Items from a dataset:
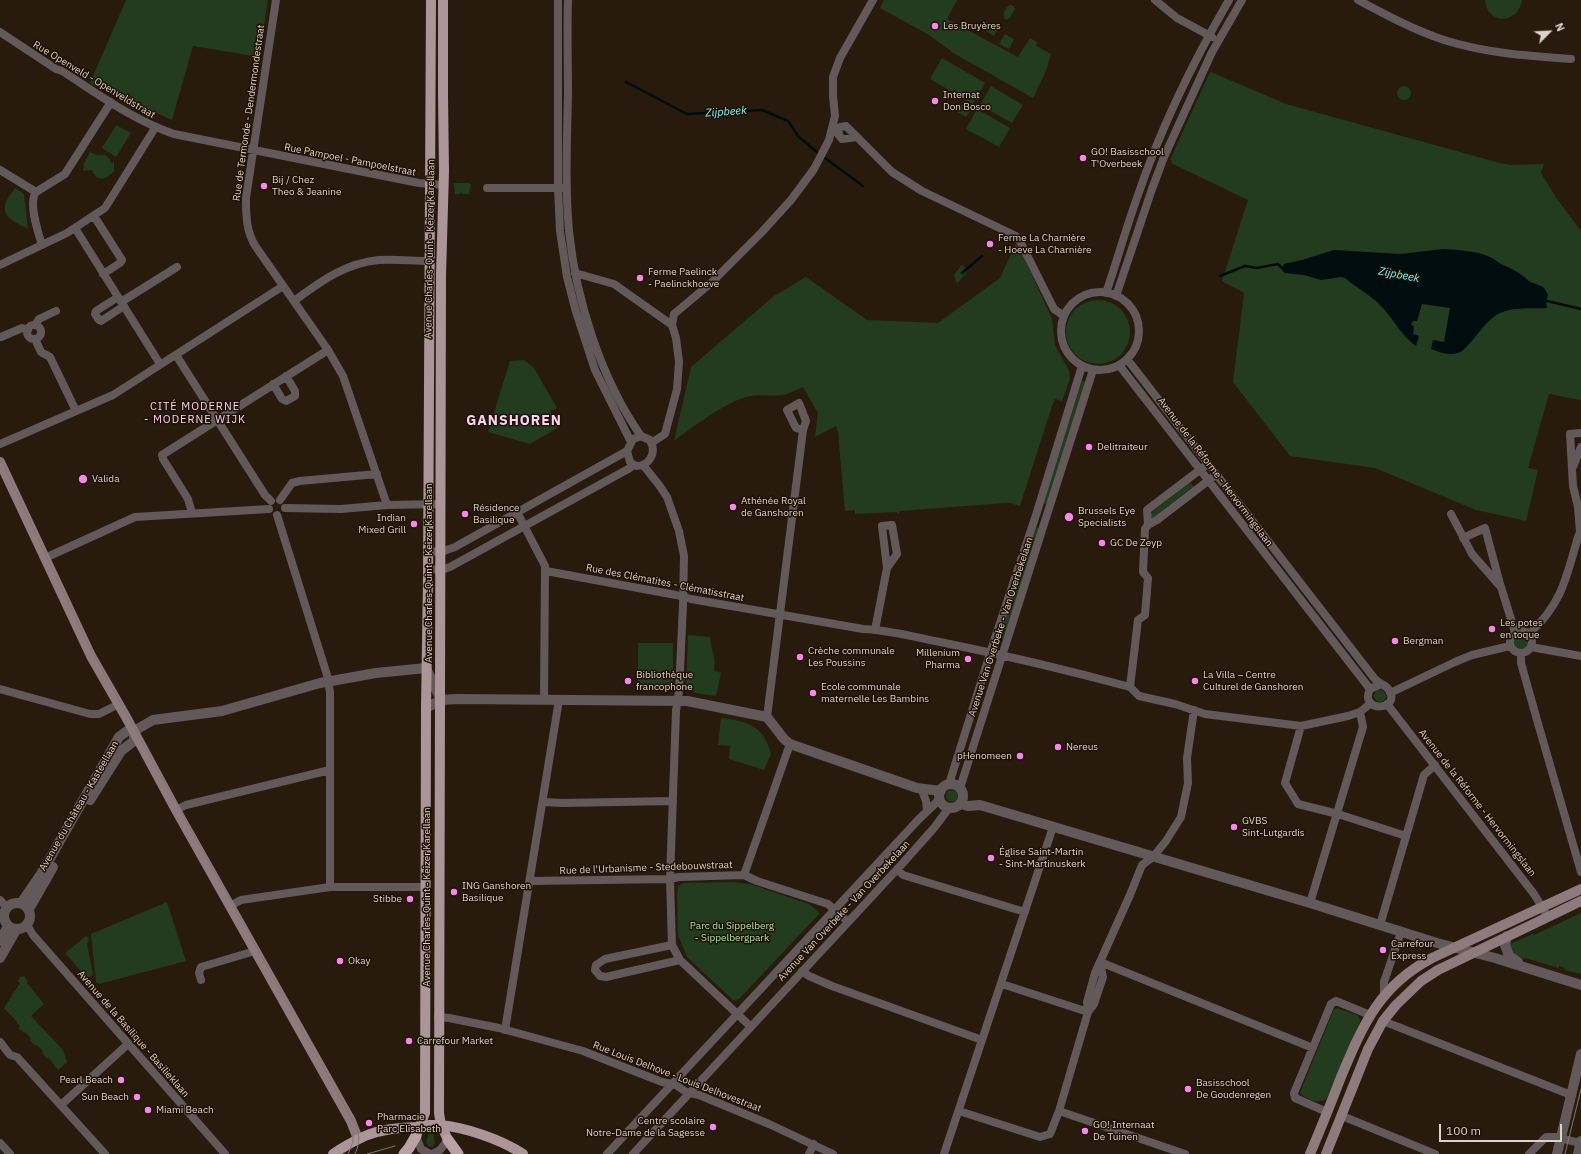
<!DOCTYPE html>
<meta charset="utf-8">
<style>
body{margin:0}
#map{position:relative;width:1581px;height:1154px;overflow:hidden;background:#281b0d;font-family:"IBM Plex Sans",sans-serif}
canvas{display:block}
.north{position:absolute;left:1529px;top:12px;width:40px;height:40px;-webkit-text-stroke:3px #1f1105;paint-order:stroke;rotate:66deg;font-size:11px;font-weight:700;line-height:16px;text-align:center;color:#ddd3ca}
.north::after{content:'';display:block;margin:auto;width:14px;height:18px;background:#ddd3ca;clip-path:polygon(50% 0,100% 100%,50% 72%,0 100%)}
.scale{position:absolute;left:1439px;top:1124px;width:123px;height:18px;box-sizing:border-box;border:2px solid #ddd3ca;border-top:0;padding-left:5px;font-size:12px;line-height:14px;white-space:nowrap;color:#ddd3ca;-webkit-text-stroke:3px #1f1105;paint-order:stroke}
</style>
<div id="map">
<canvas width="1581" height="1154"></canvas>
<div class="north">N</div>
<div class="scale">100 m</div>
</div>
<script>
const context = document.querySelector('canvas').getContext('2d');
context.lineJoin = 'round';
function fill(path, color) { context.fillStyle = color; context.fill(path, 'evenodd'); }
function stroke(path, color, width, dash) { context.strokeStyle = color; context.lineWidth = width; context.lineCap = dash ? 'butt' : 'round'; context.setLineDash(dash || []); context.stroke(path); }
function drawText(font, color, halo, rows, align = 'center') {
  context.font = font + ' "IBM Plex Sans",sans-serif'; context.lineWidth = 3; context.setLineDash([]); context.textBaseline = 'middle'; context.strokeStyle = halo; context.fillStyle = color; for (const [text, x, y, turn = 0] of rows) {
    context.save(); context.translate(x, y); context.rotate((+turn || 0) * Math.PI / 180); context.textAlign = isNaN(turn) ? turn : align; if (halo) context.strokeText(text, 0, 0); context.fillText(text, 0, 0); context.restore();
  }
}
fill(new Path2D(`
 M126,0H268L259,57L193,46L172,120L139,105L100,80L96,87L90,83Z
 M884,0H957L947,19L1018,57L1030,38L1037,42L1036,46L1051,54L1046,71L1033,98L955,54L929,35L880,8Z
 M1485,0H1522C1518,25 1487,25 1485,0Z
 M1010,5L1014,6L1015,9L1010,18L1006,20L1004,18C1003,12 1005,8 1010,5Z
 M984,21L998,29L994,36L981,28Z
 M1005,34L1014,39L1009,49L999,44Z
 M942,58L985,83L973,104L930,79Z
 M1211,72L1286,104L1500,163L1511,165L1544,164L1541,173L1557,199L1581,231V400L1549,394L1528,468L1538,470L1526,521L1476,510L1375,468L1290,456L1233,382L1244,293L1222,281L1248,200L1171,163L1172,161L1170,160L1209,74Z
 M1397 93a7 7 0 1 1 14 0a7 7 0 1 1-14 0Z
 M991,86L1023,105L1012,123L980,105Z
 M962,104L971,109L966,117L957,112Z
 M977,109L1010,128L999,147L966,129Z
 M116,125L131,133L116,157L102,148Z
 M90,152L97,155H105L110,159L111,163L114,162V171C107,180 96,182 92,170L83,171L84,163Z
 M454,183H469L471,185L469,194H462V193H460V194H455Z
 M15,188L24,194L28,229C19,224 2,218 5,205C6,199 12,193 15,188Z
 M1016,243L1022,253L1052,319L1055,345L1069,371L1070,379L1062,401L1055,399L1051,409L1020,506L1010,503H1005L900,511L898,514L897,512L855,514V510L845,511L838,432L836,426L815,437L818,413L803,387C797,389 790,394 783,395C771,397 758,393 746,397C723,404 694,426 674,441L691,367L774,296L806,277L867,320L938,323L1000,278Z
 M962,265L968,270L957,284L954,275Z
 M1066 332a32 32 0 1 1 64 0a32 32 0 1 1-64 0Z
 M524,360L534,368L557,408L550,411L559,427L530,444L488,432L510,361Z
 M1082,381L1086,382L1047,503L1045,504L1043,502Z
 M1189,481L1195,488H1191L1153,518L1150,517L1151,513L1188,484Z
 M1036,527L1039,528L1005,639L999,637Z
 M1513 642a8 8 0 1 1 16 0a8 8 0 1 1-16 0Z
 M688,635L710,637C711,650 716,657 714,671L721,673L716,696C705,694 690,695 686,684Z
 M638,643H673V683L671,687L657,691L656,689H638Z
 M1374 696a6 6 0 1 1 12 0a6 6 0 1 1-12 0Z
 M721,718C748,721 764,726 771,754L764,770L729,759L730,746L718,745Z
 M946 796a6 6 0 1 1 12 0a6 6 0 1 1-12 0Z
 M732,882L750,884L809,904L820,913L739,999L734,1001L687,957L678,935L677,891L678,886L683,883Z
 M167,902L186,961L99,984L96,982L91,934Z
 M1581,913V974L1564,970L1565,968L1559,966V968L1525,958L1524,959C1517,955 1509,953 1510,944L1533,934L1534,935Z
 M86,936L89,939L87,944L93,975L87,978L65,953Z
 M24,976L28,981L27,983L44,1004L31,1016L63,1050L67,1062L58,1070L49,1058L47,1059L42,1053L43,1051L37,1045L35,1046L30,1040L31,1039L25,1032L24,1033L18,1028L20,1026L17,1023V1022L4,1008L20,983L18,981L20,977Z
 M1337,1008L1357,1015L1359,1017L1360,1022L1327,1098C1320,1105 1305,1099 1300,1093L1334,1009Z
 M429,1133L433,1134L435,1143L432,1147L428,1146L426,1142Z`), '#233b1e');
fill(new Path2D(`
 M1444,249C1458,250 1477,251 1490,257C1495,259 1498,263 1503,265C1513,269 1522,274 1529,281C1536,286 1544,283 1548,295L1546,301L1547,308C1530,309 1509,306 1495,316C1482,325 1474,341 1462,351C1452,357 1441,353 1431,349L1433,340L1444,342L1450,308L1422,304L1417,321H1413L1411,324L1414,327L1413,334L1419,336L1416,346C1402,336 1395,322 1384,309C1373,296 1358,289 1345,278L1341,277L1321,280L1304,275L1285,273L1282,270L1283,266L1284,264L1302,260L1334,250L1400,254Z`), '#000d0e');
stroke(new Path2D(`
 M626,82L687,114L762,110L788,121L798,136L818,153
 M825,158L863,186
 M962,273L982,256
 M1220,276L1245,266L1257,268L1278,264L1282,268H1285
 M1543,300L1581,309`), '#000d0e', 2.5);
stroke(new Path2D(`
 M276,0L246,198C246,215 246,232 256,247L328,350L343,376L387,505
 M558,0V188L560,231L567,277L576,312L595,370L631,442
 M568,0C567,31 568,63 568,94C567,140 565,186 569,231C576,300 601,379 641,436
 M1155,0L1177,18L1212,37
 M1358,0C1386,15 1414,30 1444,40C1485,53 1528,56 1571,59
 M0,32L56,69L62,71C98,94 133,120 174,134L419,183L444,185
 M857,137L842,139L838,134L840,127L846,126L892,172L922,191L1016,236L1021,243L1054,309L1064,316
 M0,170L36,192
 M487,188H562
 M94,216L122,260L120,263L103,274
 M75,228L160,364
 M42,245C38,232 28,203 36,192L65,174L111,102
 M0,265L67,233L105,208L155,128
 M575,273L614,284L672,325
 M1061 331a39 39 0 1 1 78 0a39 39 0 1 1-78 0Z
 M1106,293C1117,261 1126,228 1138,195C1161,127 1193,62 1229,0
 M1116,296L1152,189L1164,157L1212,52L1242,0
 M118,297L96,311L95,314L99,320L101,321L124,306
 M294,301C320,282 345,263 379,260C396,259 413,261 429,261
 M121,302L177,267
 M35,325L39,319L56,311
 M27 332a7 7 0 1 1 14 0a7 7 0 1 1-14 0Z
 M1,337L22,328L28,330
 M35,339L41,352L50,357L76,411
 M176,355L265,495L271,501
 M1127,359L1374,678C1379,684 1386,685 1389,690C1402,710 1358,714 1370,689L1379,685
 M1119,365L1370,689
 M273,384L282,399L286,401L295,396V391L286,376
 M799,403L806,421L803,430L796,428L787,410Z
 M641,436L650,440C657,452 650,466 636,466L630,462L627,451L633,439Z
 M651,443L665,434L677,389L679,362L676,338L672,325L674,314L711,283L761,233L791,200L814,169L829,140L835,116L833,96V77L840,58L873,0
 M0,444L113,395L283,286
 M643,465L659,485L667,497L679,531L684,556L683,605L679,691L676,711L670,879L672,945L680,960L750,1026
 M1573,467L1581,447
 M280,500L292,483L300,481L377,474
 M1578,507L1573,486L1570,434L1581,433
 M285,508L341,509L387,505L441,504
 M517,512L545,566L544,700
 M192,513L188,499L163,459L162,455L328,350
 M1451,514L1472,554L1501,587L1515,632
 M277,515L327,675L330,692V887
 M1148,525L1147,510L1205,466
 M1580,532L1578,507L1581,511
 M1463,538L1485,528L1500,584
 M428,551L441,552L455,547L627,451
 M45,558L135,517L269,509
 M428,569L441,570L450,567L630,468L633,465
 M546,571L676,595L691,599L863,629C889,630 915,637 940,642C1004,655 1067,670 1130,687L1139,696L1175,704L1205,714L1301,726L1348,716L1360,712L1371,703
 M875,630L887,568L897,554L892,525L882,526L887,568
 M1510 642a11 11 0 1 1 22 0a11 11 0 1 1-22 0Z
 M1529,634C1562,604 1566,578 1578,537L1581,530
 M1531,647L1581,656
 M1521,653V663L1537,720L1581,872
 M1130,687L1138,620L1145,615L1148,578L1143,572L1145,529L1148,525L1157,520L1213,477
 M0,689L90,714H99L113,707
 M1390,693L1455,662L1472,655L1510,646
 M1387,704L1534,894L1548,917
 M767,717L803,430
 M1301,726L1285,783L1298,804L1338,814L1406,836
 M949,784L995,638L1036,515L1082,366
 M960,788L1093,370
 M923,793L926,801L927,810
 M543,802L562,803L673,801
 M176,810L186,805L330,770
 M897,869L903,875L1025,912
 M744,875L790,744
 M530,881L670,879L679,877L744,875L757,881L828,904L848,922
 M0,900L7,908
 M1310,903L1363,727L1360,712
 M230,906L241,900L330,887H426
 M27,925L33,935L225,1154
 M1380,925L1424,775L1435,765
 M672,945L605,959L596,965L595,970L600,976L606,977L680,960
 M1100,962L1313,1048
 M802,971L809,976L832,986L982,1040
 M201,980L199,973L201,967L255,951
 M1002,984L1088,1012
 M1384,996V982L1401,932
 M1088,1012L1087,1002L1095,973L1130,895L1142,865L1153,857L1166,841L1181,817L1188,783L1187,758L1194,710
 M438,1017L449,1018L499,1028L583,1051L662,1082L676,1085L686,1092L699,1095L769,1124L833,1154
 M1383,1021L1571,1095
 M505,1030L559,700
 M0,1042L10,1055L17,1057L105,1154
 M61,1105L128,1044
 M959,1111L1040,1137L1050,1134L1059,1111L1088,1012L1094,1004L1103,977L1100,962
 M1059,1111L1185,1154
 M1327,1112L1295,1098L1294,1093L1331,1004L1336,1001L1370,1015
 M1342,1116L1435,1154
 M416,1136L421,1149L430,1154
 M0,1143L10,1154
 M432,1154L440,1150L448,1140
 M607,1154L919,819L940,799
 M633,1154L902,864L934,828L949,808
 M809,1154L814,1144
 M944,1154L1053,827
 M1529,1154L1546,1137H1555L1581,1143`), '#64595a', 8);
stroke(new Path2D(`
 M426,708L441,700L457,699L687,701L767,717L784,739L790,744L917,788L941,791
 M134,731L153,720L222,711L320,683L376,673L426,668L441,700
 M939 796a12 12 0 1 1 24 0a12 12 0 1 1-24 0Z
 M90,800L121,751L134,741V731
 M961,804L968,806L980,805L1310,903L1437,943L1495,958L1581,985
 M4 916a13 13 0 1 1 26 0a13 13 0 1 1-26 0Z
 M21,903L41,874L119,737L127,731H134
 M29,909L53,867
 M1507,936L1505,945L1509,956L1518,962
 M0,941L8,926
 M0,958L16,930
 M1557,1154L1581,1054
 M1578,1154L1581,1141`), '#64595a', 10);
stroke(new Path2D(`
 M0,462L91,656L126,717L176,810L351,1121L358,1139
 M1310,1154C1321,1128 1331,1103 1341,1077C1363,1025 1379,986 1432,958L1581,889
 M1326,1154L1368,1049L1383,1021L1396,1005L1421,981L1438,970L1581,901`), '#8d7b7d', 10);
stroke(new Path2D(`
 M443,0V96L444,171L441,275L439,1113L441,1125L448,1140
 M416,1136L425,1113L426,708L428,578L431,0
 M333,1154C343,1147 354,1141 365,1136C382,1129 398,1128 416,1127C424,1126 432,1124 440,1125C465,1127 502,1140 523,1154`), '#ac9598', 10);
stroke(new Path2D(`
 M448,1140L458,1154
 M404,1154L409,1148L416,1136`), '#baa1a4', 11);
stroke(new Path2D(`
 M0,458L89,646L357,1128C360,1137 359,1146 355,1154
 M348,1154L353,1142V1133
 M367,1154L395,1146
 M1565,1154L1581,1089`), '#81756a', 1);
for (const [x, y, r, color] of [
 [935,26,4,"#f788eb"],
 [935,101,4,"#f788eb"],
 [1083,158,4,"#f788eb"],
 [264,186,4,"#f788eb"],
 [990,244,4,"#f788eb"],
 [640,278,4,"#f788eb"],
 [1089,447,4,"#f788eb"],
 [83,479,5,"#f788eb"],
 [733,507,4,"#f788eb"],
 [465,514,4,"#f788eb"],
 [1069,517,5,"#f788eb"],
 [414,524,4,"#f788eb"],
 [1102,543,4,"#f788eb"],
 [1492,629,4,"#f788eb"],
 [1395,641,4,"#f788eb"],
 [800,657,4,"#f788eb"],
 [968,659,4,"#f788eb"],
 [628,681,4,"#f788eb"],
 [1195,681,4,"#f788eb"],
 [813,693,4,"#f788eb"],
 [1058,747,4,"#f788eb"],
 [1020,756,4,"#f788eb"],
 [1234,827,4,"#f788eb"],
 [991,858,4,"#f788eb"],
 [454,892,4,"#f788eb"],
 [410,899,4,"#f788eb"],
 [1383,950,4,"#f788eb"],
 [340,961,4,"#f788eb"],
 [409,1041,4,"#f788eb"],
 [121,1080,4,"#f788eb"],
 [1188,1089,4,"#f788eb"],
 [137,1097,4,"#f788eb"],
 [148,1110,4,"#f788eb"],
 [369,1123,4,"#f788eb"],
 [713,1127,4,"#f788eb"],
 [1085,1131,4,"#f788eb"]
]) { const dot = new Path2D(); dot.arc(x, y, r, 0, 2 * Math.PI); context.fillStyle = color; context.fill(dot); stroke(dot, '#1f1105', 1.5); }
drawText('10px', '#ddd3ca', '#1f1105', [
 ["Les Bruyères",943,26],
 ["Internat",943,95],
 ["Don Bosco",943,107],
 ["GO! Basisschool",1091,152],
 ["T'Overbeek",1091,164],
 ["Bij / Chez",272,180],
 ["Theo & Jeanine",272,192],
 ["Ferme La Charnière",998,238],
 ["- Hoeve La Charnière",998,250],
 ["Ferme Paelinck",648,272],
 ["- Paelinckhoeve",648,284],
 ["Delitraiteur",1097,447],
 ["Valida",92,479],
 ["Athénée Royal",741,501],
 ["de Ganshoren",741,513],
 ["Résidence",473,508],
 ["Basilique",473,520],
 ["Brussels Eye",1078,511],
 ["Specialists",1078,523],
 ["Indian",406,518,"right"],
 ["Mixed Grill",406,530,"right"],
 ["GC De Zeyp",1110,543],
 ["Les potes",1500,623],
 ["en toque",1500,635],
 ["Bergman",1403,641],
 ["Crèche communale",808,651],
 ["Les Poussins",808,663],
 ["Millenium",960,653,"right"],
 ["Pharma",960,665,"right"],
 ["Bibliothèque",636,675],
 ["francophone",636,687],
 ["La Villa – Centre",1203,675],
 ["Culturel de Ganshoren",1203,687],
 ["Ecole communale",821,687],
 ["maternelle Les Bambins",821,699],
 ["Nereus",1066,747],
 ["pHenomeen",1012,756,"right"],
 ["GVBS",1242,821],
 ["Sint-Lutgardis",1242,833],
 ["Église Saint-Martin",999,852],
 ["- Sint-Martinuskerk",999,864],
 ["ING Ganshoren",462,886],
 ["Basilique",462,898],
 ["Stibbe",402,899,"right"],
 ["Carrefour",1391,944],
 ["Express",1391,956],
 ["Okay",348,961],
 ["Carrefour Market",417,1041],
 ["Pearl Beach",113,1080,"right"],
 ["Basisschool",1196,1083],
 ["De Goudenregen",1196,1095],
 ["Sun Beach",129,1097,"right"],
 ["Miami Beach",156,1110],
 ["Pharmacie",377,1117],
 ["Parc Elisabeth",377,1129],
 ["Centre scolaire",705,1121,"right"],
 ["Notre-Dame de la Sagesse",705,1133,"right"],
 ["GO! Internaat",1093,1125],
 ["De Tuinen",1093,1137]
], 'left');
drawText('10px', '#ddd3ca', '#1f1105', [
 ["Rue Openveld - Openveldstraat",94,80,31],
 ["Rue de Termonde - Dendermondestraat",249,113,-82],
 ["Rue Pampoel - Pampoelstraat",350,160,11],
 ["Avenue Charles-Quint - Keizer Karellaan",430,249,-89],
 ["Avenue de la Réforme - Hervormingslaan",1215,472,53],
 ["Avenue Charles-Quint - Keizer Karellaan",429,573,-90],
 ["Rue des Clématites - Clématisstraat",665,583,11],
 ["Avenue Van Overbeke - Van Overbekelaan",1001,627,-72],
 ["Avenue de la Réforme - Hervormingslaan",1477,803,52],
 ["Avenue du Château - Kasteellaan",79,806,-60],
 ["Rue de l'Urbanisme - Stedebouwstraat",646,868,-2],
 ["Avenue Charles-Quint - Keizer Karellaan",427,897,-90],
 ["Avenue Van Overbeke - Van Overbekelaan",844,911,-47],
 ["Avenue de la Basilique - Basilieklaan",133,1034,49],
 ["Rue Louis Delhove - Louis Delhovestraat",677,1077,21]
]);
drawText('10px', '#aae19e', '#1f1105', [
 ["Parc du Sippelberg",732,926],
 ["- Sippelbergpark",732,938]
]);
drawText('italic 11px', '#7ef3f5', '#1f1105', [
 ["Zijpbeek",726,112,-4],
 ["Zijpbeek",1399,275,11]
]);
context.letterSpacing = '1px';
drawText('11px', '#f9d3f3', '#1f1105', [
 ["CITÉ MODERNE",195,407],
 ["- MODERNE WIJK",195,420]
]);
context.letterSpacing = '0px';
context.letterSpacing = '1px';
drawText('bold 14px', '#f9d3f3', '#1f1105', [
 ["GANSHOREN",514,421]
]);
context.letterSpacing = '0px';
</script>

AIM OF THE EXERCISE >> Copy all lines from the data that hold the word "center".

REPLY >>
.north{position:absolute;left:1529px;top:12px;width:40px;height:40px;-webkit-text-stroke:3px #1f1105;paint-order:stroke;rotate:66deg;font-size:11px;font-weight:700;line-height:16px;text-align:center;color:#ddd3ca}
function drawText(font, color, halo, rows, align = 'center') {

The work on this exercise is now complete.